Yes, Viking communicated directly with Earth. Not to say others have not, I mention this because I found JPL's very detailed Telecommunications and Data Aquisition Systems Support for the Viking 1975 Mission to Mars. Appendices C and D contain a log of all direct contact with the Viking landers.
Most Mars landers these days prefer to relay through a growing network of international spacecraft in orbit around Mars. This saves power, increases bandwidth, and simplifies transmission. The Viking landers also used dedicated relaying orbiters, but they were also capable of transmitting direct to Earth via a high gain S-Band dish.
A stored program in the lander turned a transmitter on at a specified time corresponding to each Earth view period, and a long-term stored program maintained the antenna's Earth-pointing direction. The Earth-pointing antenna program was written to be valid through 1994.

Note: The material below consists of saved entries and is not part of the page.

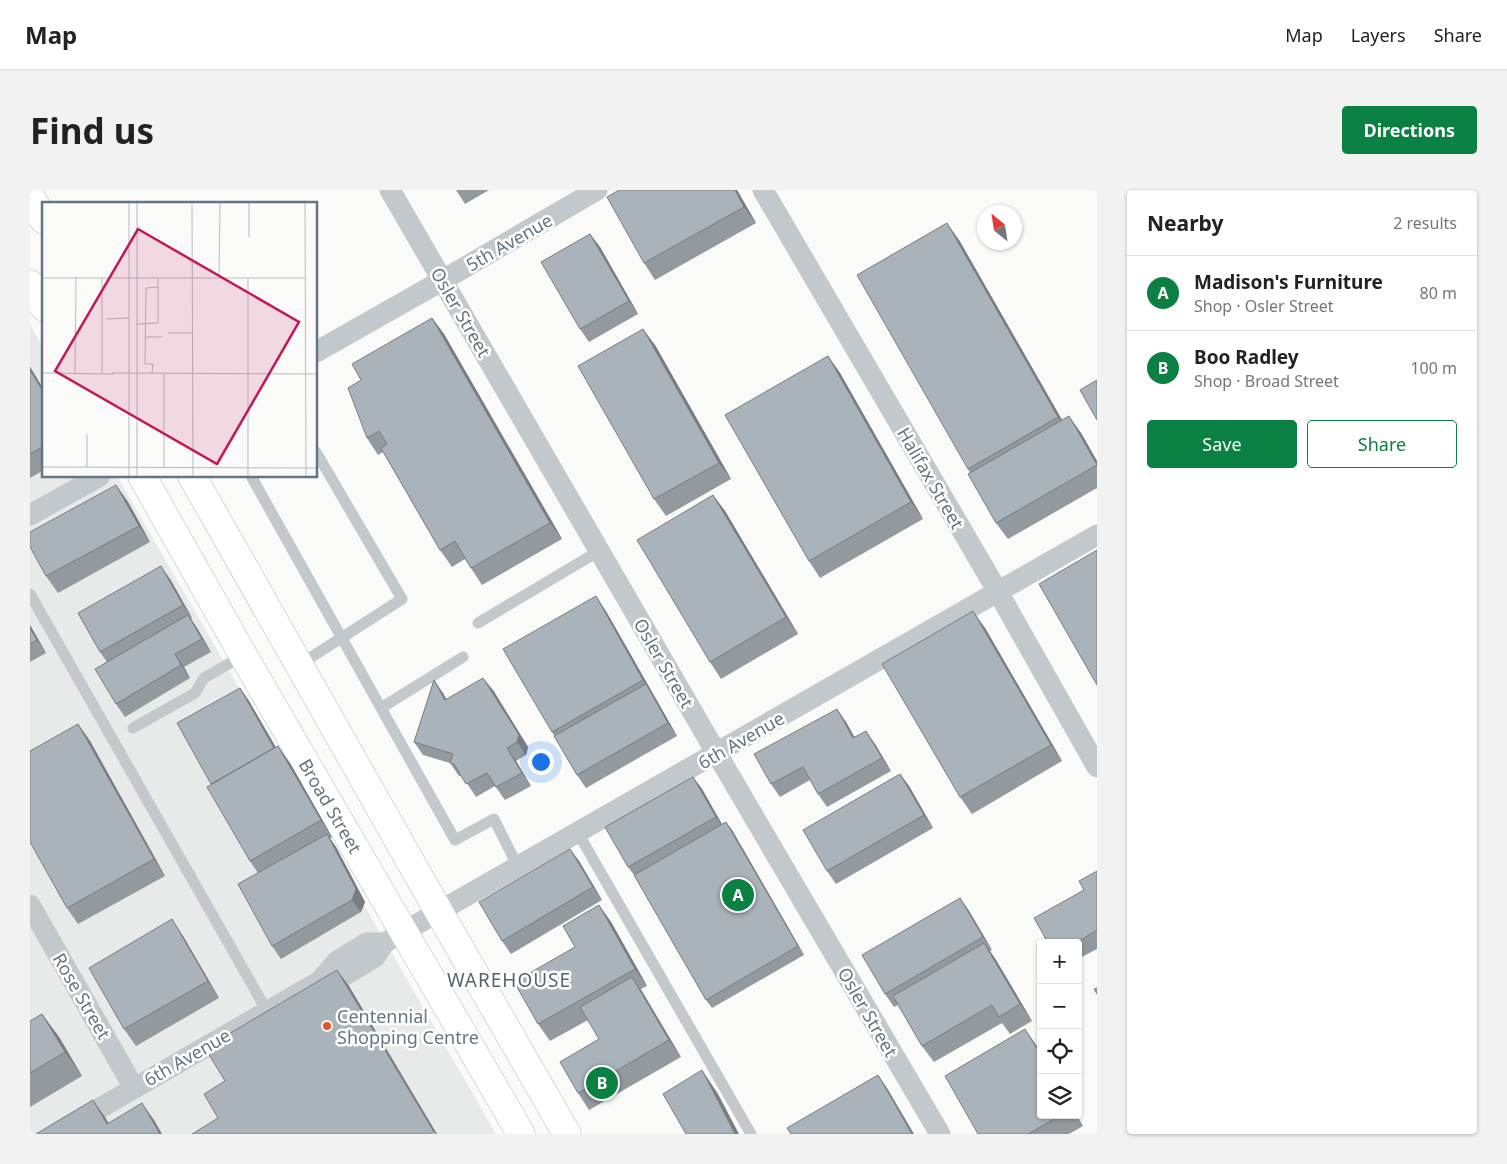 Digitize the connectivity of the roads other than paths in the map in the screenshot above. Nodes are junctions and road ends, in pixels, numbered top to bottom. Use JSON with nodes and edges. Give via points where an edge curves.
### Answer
{"nodes":[{"id":1,"x":390,"y":190,"type":"edge"},
{"id":2,"x":597,"y":190,"type":"edge"},
{"id":3,"x":763,"y":190,"type":"edge"},
{"id":4,"x":30,"y":196,"type":"edge"},
{"id":5,"x":573,"y":196,"type":"edge"},
{"id":6,"x":42,"y":217,"type":"edge"},
{"id":7,"x":443,"y":280,"type":"junction"},
{"id":8,"x":30,"y":284,"type":"edge"},
{"id":9,"x":42,"y":304,"type":"edge"},
{"id":10,"x":318,"y":351,"type":"edge"},
{"id":11,"x":318,"y":455,"type":"edge"},
{"id":12,"x":96,"y":478,"type":"edge"},
{"id":13,"x":143,"y":478,"type":"edge"},
{"id":14,"x":193,"y":478,"type":"edge"},
{"id":15,"x":251,"y":478,"type":"edge"},
{"id":16,"x":30,"y":515,"type":"edge"},
{"id":17,"x":1097,"y":535,"type":"edge"},
{"id":18,"x":599,"y":552,"type":"junction"},
{"id":19,"x":998,"y":592,"type":"junction"},
{"id":20,"x":30,"y":594,"type":"edge"},
{"id":21,"x":478,"y":623,"type":"dead end"},
{"id":22,"x":341,"y":638,"type":"junction"},
{"id":23,"x":244,"y":655,"type":"junction"},
{"id":24,"x":463,"y":657,"type":"dead end"},
{"id":25,"x":299,"y":665,"type":"junction"},
{"id":26,"x":380,"y":708,"type":"junction"},
{"id":27,"x":133,"y":728,"type":"dead end"},
{"id":28,"x":717,"y":754,"type":"junction"},
{"id":29,"x":1097,"y":767,"type":"edge"},
{"id":30,"x":578,"y":833,"type":"junction"},
{"id":31,"x":518,"y":866,"type":"junction"},
{"id":32,"x":30,"y":905,"type":"edge"},
{"id":33,"x":439,"y":912,"type":"junction"},
{"id":34,"x":394,"y":938,"type":"junction"},
{"id":35,"x":267,"y":1011,"type":"junction"},
{"id":36,"x":134,"y":1088,"type":"junction"},
{"id":37,"x":55,"y":1134,"type":"edge"},
{"id":38,"x":521,"y":1134,"type":"edge"},
{"id":39,"x":568,"y":1134,"type":"edge"},
{"id":40,"x":751,"y":1134,"type":"edge"},
{"id":41,"x":940,"y":1134,"type":"edge"}],
"edges":[{"from":1,"to":7,"type":"street","name":"Osler Street"},
{"from":2,"to":5,"type":"street","name":"5th Avenue"},
{"from":3,"to":19,"type":"street","name":"Halifax Street"},
{"from":4,"to":6,"type":"main road"},
{"from":5,"to":7,"type":"street","name":"5th Avenue"},
{"from":7,"to":10,"type":"street","name":"5th Avenue"},
{"from":7,"to":18,"type":"street","name":"Osler Street"},
{"from":8,"to":9,"type":"main road"},
{"from":11,"to":22,"type":"lane","via":[[402,599]]},
{"from":12,"to":16,"type":"street"},
{"from":13,"to":23,"type":"main road","name":"Broad Street"},
{"from":14,"to":25,"type":"main road"},
{"from":15,"to":22,"type":"lane"},
{"from":17,"to":19,"type":"street","name":"6th Avenue"},
{"from":18,"to":21,"type":"lane"},
{"from":18,"to":28,"type":"street","name":"Osler Street"},
{"from":19,"to":28,"type":"street","name":"6th Avenue"},
{"from":19,"to":29,"type":"street","name":"Halifax Street"},
{"from":20,"to":35,"type":"lane"},
{"from":22,"to":25,"type":"lane"},
{"from":22,"to":26,"type":"lane"},
{"from":23,"to":27,"type":"lane","via":[[204,678],[195,693]]},
{"from":23,"to":34,"type":"main road","name":"Broad Street"},
{"from":24,"to":26,"type":"lane"},
{"from":25,"to":33,"type":"main road"},
{"from":26,"to":31,"type":"lane","via":[[456,840],[494,818]]},
{"from":28,"to":30,"type":"street","name":"6th Avenue"},
{"from":28,"to":41,"type":"street","name":"Osler Street"},
{"from":30,"to":31,"type":"street","name":"6th Avenue"},
{"from":30,"to":40,"type":"lane"},
{"from":31,"to":33,"type":"street","name":"6th Avenue"},
{"from":32,"to":36,"type":"street","name":"Rose Street"},
{"from":33,"to":34,"type":"street","name":"6th Avenue"},
{"from":33,"to":39,"type":"main road"},
{"from":34,"to":35,"type":"street","name":"6th Avenue","via":[[367,943],[337,961],[320,981]]},
{"from":34,"to":38,"type":"main road","name":"Broad Street"},
{"from":35,"to":36,"type":"street","name":"6th Avenue"},
{"from":36,"to":37,"type":"street","name":"6th Avenue"}]}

This was done using the Deep Space Network, three 70 meter dishes located 120 degrees apart around the world. The same network is used today.
It is quite easy for an US lander to transmit a simple carrier on a stable precise frequency that can be received by big antenna on Earth or in space, a signal whose shift in frequency as seen by the receiver would demonstrate that the US really have working landers on Mars.
Let's clear this up. It is not quite easy.
You gave an example of receiving a signal from the Moon. The Moon is about 400,000 km from the Earth. It is tidal locked to the Earth. It has no atmosphere to interfere with radio communications. Light delay is about 1.5 seconds.
Mars is, depending on the date, between 60,000,000 and 400,000,000 km away from the Earth, 100 to 1,000 times further than the Moon. It rotates relative to the Earth. It has an atmosphere. Light delay is 200 to 1300 seconds making targeting tricky.
It's a lot harder to communicate with Mars than the Moon.